# samba48 port - build against python36?



## Terry_Kennedy (Aug 12, 2019)

I am trying again to switch my installed ports over to Python 3.6 as it was changed to be the default version in April. For most ports it is a simple case of doing `# portupgrade -f <portname>`. I have a few ports that simply don't work with Python 3 - security/cfv, security/denyhosts and devel/scons, but I would have expected net/samba48 to be python3-aware. And in fact the samba 4.8 release notes say that it has been aware since 4.8.0rc3. So this would seem to be a FreeBSD-ism and not some characteristic of samba 4.8 itself. /usr/ports/net/samba48/Makefile has explicit references to Python 2.7, which would seem to confirm that.
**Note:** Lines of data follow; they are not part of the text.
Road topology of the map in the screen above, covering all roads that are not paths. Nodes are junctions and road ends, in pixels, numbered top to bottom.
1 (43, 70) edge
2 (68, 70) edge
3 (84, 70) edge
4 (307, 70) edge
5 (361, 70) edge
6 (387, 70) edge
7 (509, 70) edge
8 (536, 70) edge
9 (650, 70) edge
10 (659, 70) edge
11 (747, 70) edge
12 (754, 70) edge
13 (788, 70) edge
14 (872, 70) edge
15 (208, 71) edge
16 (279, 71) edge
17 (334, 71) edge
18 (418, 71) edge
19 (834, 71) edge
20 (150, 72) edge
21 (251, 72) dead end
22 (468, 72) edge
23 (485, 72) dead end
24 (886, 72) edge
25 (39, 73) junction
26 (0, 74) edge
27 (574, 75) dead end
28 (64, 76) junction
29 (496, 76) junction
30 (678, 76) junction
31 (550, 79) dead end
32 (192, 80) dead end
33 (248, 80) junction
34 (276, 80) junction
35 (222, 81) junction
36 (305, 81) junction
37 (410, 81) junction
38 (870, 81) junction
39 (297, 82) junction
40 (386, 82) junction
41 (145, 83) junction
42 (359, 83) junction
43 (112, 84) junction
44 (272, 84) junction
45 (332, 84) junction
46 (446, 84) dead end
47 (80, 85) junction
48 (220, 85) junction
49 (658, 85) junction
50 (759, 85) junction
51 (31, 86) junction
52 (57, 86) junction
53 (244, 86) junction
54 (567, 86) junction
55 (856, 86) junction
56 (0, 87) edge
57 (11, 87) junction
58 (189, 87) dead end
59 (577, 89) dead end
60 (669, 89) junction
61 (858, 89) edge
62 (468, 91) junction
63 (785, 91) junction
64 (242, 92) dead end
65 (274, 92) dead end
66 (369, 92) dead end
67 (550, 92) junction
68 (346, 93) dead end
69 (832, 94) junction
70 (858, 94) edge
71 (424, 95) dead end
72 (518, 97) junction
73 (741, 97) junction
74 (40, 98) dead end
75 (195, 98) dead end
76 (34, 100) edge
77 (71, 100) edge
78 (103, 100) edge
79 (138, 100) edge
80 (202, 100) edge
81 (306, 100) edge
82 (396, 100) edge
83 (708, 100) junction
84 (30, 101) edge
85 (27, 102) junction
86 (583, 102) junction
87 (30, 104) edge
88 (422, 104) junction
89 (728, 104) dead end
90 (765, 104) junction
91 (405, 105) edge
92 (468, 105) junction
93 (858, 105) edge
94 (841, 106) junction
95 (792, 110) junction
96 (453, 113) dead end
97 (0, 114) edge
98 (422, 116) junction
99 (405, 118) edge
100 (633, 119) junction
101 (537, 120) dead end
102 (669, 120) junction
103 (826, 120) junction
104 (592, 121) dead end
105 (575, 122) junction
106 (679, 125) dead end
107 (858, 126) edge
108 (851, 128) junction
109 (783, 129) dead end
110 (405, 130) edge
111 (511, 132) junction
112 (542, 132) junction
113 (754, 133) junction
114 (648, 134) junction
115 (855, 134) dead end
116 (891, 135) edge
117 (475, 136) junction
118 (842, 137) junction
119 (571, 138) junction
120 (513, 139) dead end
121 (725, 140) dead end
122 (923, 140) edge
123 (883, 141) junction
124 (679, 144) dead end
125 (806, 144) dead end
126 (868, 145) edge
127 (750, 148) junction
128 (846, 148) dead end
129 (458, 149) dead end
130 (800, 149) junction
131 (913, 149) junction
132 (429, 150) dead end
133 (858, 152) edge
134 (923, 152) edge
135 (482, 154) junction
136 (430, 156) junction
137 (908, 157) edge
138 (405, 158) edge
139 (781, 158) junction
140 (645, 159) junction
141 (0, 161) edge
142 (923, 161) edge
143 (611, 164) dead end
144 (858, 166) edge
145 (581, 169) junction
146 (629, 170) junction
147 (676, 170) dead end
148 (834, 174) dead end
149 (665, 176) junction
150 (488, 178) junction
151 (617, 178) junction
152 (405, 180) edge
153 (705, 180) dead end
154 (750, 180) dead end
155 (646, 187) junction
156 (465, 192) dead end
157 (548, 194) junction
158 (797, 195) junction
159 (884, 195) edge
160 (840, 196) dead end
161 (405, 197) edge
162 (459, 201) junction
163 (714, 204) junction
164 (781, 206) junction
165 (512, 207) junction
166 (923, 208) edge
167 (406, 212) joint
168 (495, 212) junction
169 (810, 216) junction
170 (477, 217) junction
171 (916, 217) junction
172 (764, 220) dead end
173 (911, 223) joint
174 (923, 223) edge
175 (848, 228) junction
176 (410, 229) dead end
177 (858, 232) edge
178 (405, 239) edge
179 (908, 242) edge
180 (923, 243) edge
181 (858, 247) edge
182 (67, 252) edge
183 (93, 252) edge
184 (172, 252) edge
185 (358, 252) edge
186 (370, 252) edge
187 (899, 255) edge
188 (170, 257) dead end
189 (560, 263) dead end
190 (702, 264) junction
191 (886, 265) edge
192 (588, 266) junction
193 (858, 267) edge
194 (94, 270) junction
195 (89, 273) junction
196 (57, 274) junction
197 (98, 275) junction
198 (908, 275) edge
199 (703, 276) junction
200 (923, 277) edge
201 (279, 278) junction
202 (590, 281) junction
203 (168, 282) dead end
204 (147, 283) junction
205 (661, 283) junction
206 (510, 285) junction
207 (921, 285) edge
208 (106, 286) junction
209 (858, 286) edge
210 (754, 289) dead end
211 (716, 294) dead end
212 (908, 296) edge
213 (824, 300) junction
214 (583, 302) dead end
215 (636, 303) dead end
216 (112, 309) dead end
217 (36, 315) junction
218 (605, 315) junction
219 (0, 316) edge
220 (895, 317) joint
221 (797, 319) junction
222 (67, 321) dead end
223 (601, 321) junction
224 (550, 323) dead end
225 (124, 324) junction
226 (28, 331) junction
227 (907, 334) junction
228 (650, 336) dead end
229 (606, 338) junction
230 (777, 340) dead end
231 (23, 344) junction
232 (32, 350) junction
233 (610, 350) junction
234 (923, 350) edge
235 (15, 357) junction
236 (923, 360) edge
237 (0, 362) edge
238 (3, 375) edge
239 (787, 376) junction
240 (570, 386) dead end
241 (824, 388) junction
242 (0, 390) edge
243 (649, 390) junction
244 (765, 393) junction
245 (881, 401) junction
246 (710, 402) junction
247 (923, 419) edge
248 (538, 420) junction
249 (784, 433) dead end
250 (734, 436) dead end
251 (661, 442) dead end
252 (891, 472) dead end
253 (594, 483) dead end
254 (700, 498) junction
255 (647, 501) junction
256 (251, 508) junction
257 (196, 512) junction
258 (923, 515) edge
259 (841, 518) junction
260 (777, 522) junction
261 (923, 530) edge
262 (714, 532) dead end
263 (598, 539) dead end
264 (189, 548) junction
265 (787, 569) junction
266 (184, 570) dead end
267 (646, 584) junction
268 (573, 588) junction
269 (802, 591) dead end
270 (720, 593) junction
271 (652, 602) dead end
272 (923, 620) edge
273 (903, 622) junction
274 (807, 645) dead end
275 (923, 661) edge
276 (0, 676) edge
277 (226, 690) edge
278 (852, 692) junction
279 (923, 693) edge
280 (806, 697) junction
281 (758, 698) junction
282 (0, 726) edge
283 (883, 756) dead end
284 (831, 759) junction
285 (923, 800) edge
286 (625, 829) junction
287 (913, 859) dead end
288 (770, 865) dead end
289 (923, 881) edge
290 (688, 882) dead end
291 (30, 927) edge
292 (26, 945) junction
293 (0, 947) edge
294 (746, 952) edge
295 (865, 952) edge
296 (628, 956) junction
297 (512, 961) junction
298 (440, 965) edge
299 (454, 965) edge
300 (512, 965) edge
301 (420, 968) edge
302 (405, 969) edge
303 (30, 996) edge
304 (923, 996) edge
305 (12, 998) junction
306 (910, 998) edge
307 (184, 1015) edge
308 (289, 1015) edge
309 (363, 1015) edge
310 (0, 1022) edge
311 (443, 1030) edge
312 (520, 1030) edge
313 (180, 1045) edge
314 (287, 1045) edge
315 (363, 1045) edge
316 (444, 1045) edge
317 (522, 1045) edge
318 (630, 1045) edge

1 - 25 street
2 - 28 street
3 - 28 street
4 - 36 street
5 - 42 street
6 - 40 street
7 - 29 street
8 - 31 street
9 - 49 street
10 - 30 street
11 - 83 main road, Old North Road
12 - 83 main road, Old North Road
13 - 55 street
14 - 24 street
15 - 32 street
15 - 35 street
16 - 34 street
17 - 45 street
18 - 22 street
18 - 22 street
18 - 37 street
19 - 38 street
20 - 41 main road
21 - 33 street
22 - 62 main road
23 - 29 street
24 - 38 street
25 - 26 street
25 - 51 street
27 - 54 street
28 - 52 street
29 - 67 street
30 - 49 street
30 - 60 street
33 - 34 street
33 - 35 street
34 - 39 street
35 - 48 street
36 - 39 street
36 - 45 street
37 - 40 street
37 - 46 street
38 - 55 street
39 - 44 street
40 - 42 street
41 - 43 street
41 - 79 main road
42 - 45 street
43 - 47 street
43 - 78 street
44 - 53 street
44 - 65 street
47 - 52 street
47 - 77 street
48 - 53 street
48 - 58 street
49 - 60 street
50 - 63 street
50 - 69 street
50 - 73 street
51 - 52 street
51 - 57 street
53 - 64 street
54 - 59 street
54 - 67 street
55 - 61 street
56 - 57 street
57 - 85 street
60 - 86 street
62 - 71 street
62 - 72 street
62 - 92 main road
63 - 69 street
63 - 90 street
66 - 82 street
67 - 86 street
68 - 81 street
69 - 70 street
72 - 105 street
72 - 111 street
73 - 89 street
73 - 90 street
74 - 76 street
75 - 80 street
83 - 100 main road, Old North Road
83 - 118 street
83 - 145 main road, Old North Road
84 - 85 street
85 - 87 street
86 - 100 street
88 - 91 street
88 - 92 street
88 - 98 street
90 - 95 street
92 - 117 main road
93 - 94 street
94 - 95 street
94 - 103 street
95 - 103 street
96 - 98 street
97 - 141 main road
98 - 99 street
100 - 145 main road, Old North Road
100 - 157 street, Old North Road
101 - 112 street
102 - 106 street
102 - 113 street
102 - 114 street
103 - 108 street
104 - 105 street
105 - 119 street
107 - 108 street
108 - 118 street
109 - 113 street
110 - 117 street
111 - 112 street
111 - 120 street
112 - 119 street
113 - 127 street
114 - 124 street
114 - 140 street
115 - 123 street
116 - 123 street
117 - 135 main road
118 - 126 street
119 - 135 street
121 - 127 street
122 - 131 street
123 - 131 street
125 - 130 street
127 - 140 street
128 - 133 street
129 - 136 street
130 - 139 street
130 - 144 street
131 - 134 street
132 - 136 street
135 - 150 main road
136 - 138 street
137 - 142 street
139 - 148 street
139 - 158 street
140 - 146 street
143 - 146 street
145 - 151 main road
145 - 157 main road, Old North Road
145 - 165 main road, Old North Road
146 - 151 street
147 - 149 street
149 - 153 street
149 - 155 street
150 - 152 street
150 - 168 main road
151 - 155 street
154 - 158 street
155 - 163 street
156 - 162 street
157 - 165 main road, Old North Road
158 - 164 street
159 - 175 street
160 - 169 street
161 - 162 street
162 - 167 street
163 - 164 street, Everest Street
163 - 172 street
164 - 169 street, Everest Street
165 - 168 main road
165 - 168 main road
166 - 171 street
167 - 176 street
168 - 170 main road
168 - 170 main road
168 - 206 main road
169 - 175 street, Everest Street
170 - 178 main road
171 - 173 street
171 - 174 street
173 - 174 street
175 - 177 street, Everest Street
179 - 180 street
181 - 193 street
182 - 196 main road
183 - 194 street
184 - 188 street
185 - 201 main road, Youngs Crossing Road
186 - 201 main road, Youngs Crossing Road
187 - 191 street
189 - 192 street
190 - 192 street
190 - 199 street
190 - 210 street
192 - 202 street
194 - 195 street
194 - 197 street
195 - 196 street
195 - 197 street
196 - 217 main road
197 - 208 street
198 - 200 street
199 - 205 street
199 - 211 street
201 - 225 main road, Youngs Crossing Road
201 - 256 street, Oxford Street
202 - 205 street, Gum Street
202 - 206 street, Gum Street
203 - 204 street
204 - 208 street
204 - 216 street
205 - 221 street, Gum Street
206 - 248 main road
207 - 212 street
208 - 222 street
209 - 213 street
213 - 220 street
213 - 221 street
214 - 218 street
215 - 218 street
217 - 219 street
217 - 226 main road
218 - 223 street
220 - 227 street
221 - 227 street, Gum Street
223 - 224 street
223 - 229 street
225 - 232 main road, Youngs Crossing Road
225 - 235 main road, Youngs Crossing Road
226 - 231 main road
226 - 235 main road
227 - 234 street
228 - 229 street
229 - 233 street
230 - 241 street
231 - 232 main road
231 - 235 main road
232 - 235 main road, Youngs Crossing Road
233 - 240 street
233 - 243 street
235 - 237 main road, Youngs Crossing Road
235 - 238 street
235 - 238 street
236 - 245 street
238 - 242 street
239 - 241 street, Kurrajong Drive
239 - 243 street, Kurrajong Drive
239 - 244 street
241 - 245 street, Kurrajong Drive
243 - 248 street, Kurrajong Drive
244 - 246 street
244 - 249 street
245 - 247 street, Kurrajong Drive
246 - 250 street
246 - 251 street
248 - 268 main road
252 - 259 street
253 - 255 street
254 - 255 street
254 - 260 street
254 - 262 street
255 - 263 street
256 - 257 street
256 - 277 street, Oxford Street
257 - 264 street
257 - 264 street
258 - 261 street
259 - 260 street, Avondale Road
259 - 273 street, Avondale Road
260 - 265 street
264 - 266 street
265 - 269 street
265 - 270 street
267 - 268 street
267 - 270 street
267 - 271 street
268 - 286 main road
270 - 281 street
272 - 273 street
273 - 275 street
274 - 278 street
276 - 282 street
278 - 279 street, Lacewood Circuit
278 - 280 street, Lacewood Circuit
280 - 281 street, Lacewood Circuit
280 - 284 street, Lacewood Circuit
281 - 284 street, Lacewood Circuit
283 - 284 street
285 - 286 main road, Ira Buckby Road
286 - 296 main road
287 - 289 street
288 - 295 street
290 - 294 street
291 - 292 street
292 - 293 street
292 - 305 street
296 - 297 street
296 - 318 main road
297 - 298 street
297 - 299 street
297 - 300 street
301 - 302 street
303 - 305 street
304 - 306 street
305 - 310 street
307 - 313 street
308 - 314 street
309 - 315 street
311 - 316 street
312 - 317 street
The /usr/ports/UPDATING entry for the Python default version change just says that the default changed and does not offer any advice for actually updating ports to use the new default version.

If anyone has managed to build samba 4.8 with Python 3 (and no dependency on any Python 2 ports), I'd appreciate hearing what the method is to accomplish that.


----------



## SirDice (Aug 12, 2019)

Terry_Kennedy said:


> The /usr/ports/UPDATING entry for the Python default version change just says that the default changed and does not offer any advice for actually updating ports to use the new default version.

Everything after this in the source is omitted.